[Given data]
▼

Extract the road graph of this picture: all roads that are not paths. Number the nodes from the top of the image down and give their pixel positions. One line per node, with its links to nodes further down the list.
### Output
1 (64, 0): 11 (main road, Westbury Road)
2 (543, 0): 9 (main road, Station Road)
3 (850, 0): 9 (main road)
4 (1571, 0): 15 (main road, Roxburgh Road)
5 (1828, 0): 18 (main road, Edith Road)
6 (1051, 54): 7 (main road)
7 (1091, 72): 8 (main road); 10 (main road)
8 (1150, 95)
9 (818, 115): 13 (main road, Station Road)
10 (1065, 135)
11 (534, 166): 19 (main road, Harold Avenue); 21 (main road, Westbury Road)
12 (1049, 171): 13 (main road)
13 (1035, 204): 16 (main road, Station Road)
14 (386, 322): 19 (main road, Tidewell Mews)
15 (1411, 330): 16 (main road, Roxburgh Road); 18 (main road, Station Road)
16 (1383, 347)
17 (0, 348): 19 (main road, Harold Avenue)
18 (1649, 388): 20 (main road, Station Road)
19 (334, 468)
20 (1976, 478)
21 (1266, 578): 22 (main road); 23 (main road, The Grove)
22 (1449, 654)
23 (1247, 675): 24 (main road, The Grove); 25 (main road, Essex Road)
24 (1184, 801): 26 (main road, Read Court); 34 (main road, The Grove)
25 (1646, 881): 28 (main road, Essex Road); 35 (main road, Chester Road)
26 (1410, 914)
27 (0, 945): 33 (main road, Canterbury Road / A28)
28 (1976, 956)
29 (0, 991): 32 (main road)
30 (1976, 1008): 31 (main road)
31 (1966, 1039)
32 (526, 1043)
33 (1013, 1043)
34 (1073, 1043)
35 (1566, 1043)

▲
▼

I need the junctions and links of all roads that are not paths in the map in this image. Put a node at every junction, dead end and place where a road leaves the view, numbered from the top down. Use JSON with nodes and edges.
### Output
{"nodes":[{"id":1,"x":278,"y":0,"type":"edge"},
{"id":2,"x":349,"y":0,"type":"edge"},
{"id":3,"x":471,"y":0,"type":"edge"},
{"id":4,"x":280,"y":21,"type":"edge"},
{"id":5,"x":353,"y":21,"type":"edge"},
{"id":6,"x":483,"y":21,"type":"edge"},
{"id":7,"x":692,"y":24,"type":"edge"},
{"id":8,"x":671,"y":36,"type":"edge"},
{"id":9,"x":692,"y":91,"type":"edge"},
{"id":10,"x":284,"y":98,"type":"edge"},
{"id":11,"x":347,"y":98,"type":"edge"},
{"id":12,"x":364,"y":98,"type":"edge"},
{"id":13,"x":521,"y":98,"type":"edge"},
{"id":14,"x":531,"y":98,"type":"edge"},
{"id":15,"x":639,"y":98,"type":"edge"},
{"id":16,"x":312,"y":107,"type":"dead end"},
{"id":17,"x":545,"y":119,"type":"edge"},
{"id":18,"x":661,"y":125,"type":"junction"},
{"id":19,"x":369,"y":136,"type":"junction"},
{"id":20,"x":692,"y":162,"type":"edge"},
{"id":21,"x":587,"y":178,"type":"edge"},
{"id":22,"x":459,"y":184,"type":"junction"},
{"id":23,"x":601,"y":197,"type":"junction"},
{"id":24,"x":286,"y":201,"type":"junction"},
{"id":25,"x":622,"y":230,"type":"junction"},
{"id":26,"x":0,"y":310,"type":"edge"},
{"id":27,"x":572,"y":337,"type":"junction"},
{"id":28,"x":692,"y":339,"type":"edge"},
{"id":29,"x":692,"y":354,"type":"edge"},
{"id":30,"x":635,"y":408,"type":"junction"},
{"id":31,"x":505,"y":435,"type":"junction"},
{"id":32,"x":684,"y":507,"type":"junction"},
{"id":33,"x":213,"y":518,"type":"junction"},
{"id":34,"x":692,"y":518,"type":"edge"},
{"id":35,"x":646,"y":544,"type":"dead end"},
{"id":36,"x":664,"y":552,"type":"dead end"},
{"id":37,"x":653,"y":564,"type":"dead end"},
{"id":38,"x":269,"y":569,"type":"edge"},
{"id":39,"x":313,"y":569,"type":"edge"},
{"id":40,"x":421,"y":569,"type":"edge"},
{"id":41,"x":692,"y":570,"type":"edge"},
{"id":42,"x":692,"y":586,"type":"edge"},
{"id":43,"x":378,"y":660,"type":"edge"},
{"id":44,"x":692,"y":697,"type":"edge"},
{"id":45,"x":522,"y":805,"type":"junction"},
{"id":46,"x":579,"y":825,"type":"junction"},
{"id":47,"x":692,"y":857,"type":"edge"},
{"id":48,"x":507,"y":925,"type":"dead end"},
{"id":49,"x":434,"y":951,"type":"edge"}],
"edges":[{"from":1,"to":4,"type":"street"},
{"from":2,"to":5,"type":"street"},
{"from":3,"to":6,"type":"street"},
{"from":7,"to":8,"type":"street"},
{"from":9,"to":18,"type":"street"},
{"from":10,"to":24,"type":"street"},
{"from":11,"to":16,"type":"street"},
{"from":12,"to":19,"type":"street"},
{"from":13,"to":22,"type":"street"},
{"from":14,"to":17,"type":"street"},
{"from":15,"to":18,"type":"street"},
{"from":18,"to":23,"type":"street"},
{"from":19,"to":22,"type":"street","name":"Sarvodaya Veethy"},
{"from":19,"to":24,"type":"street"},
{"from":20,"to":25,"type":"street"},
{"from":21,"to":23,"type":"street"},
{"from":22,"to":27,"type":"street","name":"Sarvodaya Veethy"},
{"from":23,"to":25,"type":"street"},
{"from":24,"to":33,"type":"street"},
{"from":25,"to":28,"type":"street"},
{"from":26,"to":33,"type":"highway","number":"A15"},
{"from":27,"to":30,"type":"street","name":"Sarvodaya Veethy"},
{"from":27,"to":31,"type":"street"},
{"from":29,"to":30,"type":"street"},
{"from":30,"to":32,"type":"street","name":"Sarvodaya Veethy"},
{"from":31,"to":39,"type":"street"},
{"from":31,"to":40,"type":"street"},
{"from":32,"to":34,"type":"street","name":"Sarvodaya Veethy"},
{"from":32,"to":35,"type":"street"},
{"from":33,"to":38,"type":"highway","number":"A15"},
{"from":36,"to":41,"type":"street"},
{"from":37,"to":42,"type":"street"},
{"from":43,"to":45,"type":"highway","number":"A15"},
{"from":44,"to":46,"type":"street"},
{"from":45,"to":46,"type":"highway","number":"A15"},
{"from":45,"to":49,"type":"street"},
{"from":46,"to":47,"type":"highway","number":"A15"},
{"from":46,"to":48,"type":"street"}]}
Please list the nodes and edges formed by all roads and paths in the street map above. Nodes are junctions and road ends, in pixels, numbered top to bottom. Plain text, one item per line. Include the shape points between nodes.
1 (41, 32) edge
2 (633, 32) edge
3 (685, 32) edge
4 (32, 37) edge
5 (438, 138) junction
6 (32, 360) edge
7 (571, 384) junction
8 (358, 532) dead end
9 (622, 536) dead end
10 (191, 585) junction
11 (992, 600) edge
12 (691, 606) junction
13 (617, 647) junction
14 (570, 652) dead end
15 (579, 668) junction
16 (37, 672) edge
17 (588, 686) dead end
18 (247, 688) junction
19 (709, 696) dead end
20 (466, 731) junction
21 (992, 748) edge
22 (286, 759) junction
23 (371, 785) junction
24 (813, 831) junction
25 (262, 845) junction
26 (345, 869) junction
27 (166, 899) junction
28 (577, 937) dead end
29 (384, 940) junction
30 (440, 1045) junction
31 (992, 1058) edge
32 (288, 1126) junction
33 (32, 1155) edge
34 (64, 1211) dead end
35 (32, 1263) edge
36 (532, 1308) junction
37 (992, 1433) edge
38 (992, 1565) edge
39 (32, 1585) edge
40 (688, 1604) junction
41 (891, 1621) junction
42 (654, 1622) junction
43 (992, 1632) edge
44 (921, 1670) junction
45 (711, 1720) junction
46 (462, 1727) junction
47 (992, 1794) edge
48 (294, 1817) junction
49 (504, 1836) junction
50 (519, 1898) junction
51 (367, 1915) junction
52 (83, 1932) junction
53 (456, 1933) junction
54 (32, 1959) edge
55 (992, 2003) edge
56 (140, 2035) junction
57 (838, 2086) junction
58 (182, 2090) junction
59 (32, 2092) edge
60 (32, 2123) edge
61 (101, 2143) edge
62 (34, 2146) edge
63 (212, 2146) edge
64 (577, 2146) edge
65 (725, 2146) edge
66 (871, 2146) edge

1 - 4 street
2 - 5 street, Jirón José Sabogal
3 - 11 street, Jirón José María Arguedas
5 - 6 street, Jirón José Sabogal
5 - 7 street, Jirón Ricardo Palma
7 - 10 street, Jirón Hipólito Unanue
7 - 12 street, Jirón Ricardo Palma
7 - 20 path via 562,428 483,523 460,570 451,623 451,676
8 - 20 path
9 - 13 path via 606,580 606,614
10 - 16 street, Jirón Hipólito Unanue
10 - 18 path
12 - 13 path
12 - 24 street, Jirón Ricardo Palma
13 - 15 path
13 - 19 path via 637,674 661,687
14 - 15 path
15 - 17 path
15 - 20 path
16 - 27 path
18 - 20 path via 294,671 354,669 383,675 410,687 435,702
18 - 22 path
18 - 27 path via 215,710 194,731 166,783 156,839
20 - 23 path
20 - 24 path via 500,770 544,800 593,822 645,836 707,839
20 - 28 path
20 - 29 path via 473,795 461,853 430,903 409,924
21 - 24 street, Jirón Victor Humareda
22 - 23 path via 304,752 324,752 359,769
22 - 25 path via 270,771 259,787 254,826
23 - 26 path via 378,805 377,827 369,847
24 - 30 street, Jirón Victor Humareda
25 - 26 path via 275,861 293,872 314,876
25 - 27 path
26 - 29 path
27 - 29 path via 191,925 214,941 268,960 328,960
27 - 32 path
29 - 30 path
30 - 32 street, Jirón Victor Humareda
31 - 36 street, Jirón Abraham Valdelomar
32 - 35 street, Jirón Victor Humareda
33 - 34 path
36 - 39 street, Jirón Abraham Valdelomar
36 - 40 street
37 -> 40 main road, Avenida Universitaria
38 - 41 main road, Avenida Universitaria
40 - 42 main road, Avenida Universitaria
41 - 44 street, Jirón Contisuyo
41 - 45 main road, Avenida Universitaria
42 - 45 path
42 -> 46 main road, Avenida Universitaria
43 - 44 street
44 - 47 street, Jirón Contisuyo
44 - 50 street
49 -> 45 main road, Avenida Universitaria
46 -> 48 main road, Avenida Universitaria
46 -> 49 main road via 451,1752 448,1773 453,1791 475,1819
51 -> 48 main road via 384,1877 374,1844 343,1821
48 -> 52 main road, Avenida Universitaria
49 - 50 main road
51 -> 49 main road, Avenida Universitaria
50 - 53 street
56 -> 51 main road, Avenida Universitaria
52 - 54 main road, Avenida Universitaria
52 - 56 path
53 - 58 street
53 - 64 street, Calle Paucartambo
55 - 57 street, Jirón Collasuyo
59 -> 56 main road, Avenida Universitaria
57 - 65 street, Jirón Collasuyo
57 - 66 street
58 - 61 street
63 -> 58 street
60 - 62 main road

▲

[Work required] Copy every line from the data that includes the string "junctions".

[Exercise output]
I need the junctions and links of all roads that are not paths in the map in this image. Put a node at every junction, dead end and place where a road leaves the view, numbered from the top down. Use JSON with nodes and edges.
Please list the nodes and edges formed by all roads and paths in the street map above. Nodes are junctions and road ends, in pixels, numbered top to bottom. Plain text, one item per line. Include the shape points between nodes.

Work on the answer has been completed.